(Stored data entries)
┌──
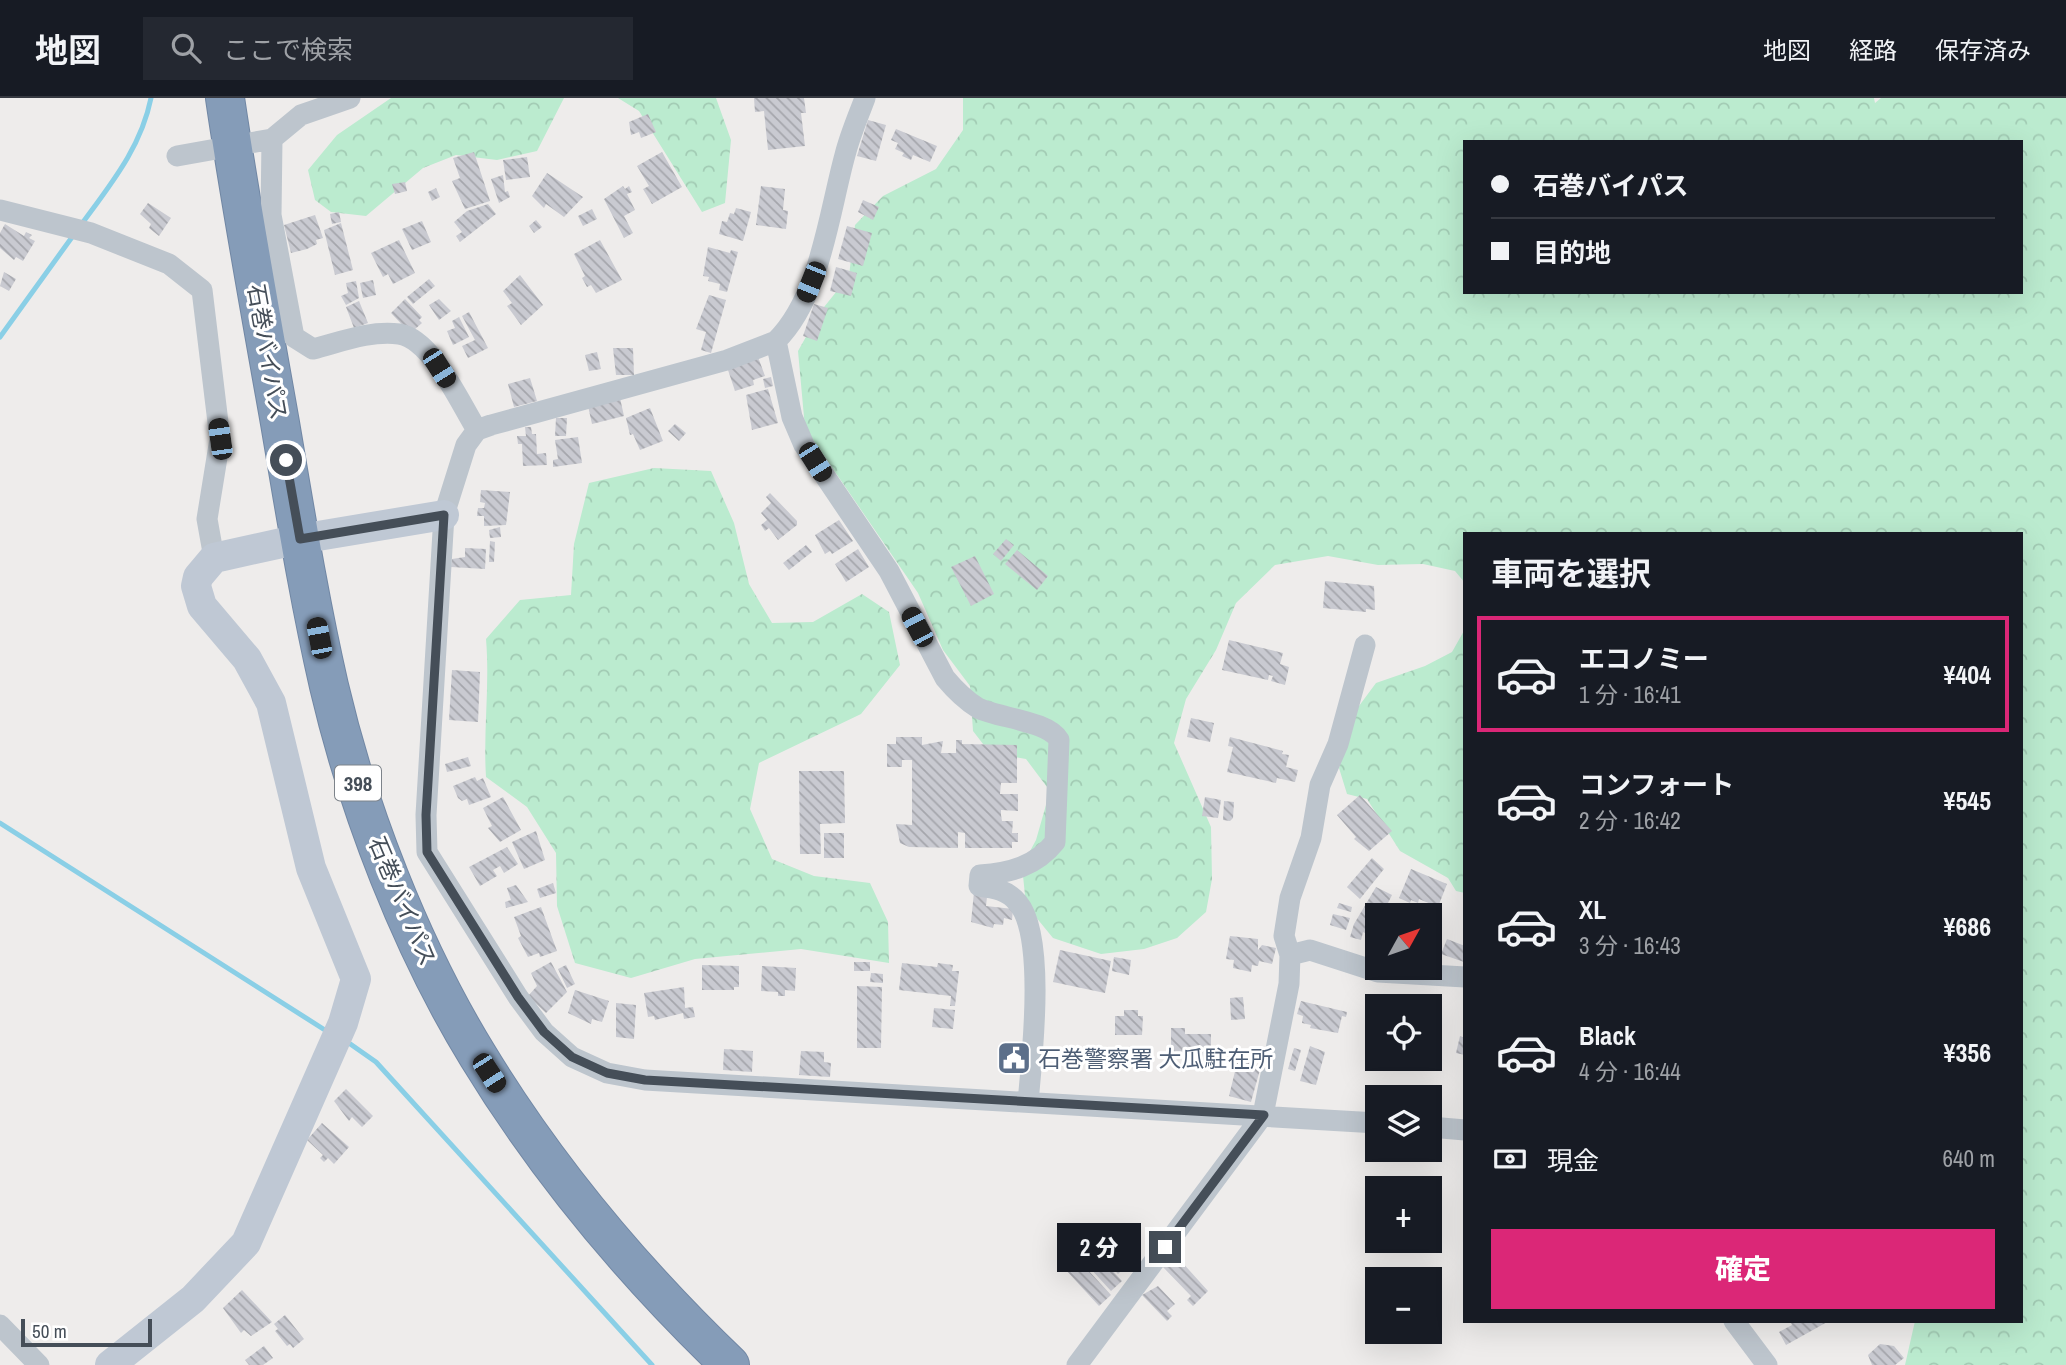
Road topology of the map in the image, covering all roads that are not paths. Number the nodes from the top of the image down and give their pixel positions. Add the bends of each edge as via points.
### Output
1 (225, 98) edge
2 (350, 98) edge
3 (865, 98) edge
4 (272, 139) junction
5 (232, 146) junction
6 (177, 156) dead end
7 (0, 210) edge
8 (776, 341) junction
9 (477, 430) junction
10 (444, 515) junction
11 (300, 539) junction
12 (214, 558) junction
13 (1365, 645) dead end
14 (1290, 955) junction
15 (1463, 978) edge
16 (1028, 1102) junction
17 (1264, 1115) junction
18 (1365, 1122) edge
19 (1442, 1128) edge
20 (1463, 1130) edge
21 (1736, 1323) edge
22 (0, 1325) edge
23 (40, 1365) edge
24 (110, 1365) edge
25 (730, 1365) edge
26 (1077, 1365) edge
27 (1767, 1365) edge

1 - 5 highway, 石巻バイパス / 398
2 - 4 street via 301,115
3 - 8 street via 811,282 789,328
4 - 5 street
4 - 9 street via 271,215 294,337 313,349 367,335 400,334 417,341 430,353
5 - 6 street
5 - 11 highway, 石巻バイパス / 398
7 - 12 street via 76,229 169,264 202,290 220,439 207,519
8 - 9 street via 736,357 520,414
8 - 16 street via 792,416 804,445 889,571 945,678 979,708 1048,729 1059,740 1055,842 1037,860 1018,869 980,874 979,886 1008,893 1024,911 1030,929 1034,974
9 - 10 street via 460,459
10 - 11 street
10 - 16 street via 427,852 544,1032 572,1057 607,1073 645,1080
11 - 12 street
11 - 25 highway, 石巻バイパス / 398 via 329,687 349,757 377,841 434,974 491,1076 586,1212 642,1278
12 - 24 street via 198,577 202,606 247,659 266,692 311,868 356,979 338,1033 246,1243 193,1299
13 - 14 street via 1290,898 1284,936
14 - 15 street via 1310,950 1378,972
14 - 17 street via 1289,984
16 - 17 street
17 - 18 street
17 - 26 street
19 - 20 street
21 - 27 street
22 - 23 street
└──
┌──
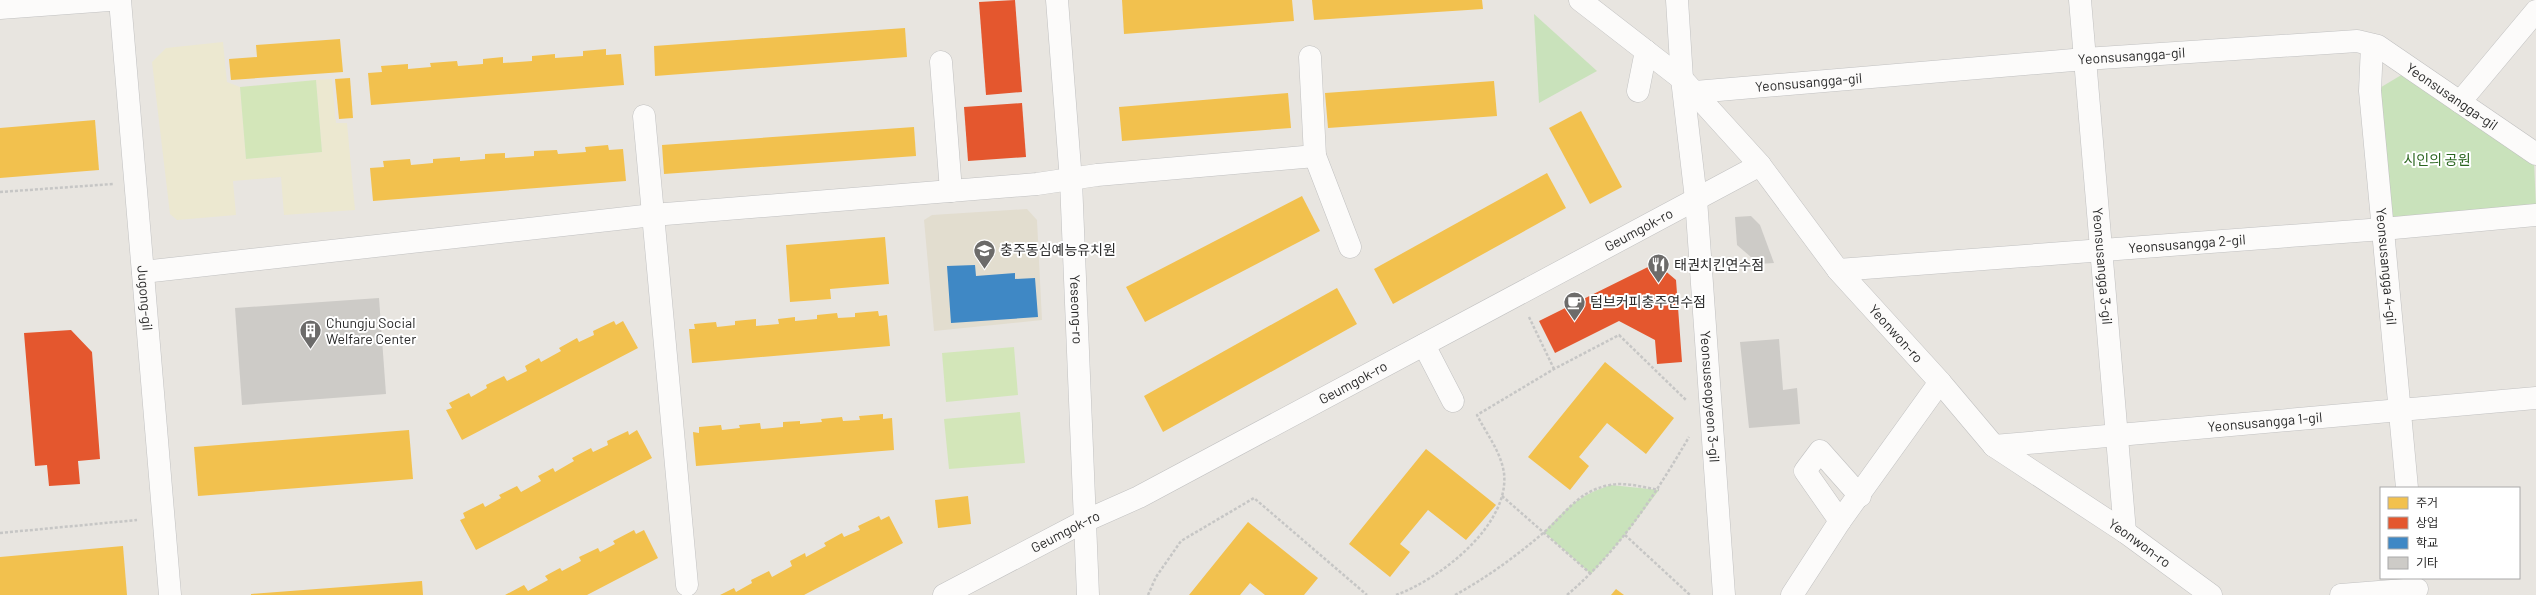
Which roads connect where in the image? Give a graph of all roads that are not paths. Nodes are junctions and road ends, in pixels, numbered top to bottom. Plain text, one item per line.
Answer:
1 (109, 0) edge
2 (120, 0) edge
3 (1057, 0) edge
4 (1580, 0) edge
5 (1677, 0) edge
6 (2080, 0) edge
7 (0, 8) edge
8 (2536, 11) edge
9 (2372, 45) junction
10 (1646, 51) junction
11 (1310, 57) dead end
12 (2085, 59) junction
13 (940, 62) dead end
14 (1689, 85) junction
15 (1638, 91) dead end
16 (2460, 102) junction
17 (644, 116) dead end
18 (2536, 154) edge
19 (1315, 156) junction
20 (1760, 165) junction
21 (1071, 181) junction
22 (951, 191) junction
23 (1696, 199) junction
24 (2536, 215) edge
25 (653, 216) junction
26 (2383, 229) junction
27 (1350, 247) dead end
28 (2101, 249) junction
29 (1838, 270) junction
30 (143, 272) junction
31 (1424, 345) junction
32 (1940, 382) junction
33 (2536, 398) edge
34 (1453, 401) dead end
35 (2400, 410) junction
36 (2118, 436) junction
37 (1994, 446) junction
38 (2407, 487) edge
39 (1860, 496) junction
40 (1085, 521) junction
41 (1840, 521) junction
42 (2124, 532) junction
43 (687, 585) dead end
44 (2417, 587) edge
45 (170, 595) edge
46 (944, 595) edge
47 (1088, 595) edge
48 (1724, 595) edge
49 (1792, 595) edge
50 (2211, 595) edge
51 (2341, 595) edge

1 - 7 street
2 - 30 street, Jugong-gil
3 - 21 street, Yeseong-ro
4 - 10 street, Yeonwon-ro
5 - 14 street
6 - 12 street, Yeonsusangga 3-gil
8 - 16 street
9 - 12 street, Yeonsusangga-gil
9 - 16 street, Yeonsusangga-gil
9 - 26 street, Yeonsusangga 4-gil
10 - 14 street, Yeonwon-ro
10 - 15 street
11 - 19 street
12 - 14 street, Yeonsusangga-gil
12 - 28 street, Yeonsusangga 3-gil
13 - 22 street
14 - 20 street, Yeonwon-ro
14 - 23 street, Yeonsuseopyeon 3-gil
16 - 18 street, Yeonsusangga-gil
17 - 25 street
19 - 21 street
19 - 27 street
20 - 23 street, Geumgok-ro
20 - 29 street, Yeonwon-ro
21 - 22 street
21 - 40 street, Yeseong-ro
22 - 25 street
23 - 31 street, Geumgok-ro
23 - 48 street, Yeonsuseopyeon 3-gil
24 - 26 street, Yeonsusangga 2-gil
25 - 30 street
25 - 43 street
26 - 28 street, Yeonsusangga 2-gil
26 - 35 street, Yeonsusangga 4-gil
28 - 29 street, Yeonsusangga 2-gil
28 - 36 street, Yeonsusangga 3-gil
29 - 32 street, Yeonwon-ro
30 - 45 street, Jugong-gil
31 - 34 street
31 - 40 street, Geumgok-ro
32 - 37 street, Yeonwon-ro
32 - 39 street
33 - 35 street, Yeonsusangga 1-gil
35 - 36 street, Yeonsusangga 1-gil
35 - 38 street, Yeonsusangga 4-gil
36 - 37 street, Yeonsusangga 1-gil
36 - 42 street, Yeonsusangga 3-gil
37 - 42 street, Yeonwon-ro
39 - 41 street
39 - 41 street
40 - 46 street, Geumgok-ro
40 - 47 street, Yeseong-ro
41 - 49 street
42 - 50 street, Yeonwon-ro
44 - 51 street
└──
Go through the lines above. Select every one that has the string "Geumgok".

20 - 23 street, Geumgok-ro
23 - 31 street, Geumgok-ro
31 - 40 street, Geumgok-ro
40 - 46 street, Geumgok-ro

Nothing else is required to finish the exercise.